CALGARY, Jul 17, 2008 (Canada NewsWire via COMTEX) ----(CDS - TSX) Cadence Energy Inc. ("Cadence") announces today that it has received an unconditional support agreement (the "Support Agreement") providing for the acquisition by Barrick Gold Corporation ("Barrick") of all of the issued and outstanding common shares of Cadence ("Cadence Shares") at a cash price of Cdn. $6.75 per Cadence Share (the "Barrick Offer"). Under the Barrick Offer, Barrick will make a take-over bid to all shareholders of Cadence ("Cadence Shareholders") open for acceptance for 35 days subject to customary conditions, including that 66 2/3% of the Cadence Shares, calculated on an in-the-money fully diluted basis, are tendered to the take-over bid.

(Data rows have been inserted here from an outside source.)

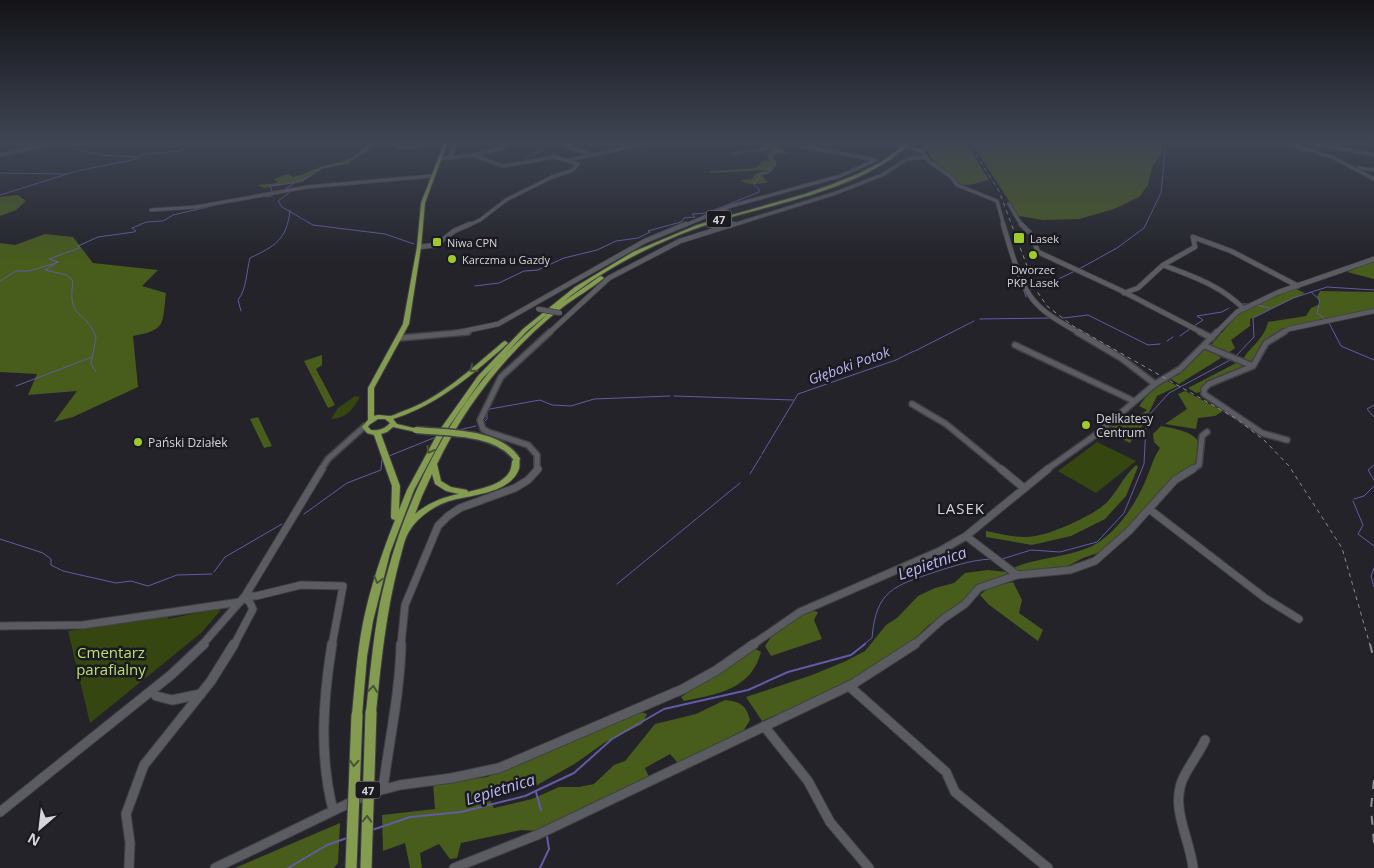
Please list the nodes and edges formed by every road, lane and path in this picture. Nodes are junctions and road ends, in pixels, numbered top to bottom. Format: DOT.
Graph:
graph roads {
  1 [pos="360,182"];
  2 [pos="430,182"];
  3 [pos="543,182"];
  4 [pos="820,182"];
  5 [pos="840,182"];
  6 [pos="850,182"];
  7 [pos="866,182"];
  8 [pos="953,182"];
  9 [pos="1009,204"];
  10 [pos="150,210"];
  11 [pos="419,247"];
  12 [pos="1374,259"];
  13 [pos="1164,265"];
  14 [pos="1298,286"];
  15 [pos="1124,293"];
  16 [pos="528,307"];
  17 [pos="1244,309"];
  18 [pos="1374,311"];
  19 [pos="568,315"];
  20 [pos="525,328"];
  21 [pos="400,338"];
  22 [pos="1212,338"];
  23 [pos="1015,345"];
  24 [pos="1205,346"];
  25 [pos="1253,366"];
  26 [pos="1155,384"];
  27 [pos="1134,401"];
  28 [pos="912,404"];
  29 [pos="372,408"];
  30 [pos="371,420"];
  31 [pos="388,422"];
  32 [pos="366,429"];
  33 [pos="1207,432"];
  34 [pos="377,433"];
  35 [pos="1287,440"];
  36 [pos="434,461"];
  37 [pos="1024,488"];
  38 [pos="475,493"];
  39 [pos="1149,508"];
  40 [pos="392,533"];
  41 [pos="404,533"];
  42 [pos="966,536"];
  43 [pos="1013,573"];
  44 [pos="243,599"];
  45 [pos="1299,619"];
  46 [pos="0,626"];
  47 [pos="849,686"];
  48 [pos="201,694"];
  49 [pos="156,696"];
  50 [pos="764,726"];
  51 [pos="1205,740"];
  52 [pos="383,790"];
  53 [pos="333,810"];
  54 [pos="0,812"];
  55 [pos="129,868"];
  56 [pos="215,868"];
  57 [pos="351,868"];
  58 [pos="366,868"];
  59 [pos="454,868"];
  60 [pos="869,868"];
  61 [pos="1048,868"];
  62 [pos="1193,868"];
  1 -- 10 [label="street"];
  2 -- 11 [label="main road"];
  3 -- 11 [label="street"];
  4 -- 16 [label="street"];
  5 -- 20 [label="main road, 47, bridge"];
  6 -- 36 [label="main road, 47"];
  7 -- 19 [label="street"];
  8 -- 26 [label="street"];
  9 -- 15 [label="street"];
  11 -- 21 [label="main road"];
  12 -- 14 [label="street"];
  13 -- 14 [label="street"];
  13 -- 15 [label="street"];
  13 -- 17 [label="street"];
  14 -- 17 [label="street"];
  15 -- 22 [label="street"];
  16 -- 19 [label="street, bridge"];
  16 -- 21 [label="street"];
  17 -- 22 [label="street"];
  18 -- 25 [label="street"];
  19 -- 52 [label="street"];
  20 -- 31 [label="main road, one-way"];
  20 -- 40 [label="main road, 47, one-way"];
  21 -- 29 [label="main road"];
  22 -- 24 [label="street"];
  23 -- 27 [label="street"];
  24 -- 25 [label="street"];
  24 -- 26 [label="street"];
  25 -- 35 [label="street"];
  26 -- 27 [label="street"];
  27 -- 37 [label="street"];
  28 -- 37 [label="street"];
  29 -- 30 [label="main road"];
  29 -- 31 [label="main road"];
  30 -- 31 [label="main road"];
  30 -- 32 [label="main road"];
  31 -- 34 [label="main road"];
  31 -- 38 [label="main road, bridge"];
  32 -- 34 [label="main road"];
  32 -- 44 [label="street"];
  33 -- 39 [label="street"];
  34 -- 40 [label="main road"];
  36 -- 38 [label="main road"];
  36 -- 41 [label="main road, 47"];
  37 -- 42 [label="street"];
  38 -- 41 [label="main road"];
  39 -- 43 [label="street"];
  39 -- 45 [label="street"];
  40 -- 57 [label="main road, 47, one-way, bridge"];
  58 -- 41 [label="main road, 47, one-way, bridge"];
  42 -- 43 [label="street"];
  42 -- 52 [label="street"];
  43 -- 47 [label="street"];
  44 -- 46 [label="street"];
  44 -- 48 [label="street"];
  44 -- 53 [label="street"];
  44 -- 54 [label="street"];
  47 -- 50 [label="street"];
  47 -- 61 [label="street"];
  48 -- 49 [label="street"];
  48 -- 55 [label="street"];
  50 -- 59 [label="street"];
  50 -- 60 [label="street"];
  51 -- 62 [label="street"];
  52 -- 53 [label="street"];
  53 -- 56 [label="street"];
}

The Board of Directors of Cadence has unanimously resolved to enter into the Support Agreement after determining that: (1) the funds necessary for the consummation of the Barrick Offer are available; (2) after consultation with its financial advisor, Tristone Capital Inc. ("Tristone"), the Barrick Offer, if consummated in accordance with its terms, will result in a transaction financially superior for Cadence Shareholders than the transaction contemplated by the Plan of Arrangement involving Daylight Resources Trust and Daylight Energy Ltd. (collectively, "Daylight") (the "Daylight Arrangement"); (3) Barrick Offer is reasonably capable of completion in accordance with its terms taking into account all legal, financial, regulatory and other aspects of the Barrick Offer; and (4) after receiving the advice of its counsel, Burnet, Duckworth & Palmer LLP, that entering into the Support Agreement with Barrick is necessary for the Board of Directors of Cadence in discharging their fiduciary duties under applicable law. Tristone has provided the Board of Directors of Cadence with its opinion that, subject to review of final documentation, that the consideration to be received by Cadence Shareholders under the Barrick Offer is fair, from a financial point of view.

In accordance with the terms of the Daylight Arrangement, Cadence has provided Daylight with a notice period ending at 5:00 p.m. (Calgary time) on Monday, July 21, 2008 (the "Notice Period") that the Board of Directors of Cadence intends to enter into the Support Agreement. Pursuant to the provisions of the Daylight Arrangement, until the expiry of the Notice Period, Cadence has agreed to negotiate in good faith with Daylight to make such adjustments to the terms and conditions of the Daylight Arrangement as would enable Cadence to proceed with the Daylight Arrangement rather than the Barrick Offer.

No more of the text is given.